Photoluminescent nanosensors capped with quantum dots for high-throughput determination of trace contaminants: Strategies for enhancing analytical performance

Abstract

High-throughput determination of trace contaminants has attracted a great deal of attention due to their high toxicity, hyperstability and ultra-low level. Among various analytical methods developed during the past few decades, nanosensoring techniques have become increasingly popular due to their potential for portable, rapid and real-time detection. Quantum dots (QDs) are colloidal semiconductor nanocrystals with excellent photoluminescent properties, high quantum yields and high resistance to photobleaching. Recently, QD-based photoluminescent nanosensing (plnanosensing) techniques have provided new advances in the field of contaminant determination for environmental monitoring and food quality control. This review focuses on the improvements in the analytical performances of QD-based plnanosensing techniques in order to achieve on-site rapid screening of multiple contaminants.

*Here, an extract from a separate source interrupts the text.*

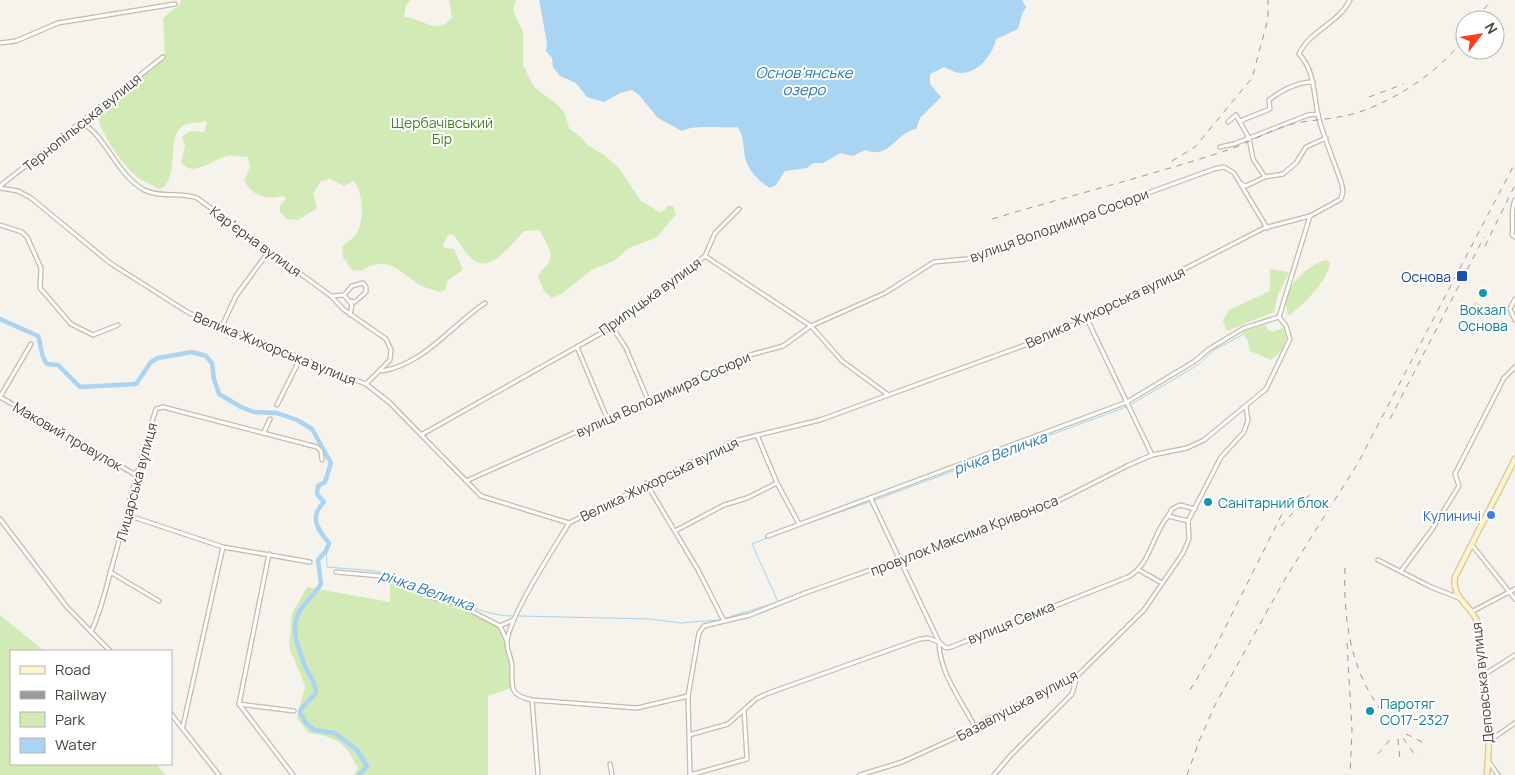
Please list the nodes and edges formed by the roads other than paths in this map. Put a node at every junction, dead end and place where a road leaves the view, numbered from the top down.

Critical factors along with some difficulties in high-throughput determination of trace contaminants are summarized. Furthermore, the main strategies for enhancing the analytical performance of QD-based plnanosensors based on the characteristics and difficulties of trace analysis are highlighted. Finally, we discuss the difficulties in association with the use of QD-based optosensors in trace analysis and the prospective applications of this novel analytical technique in the future.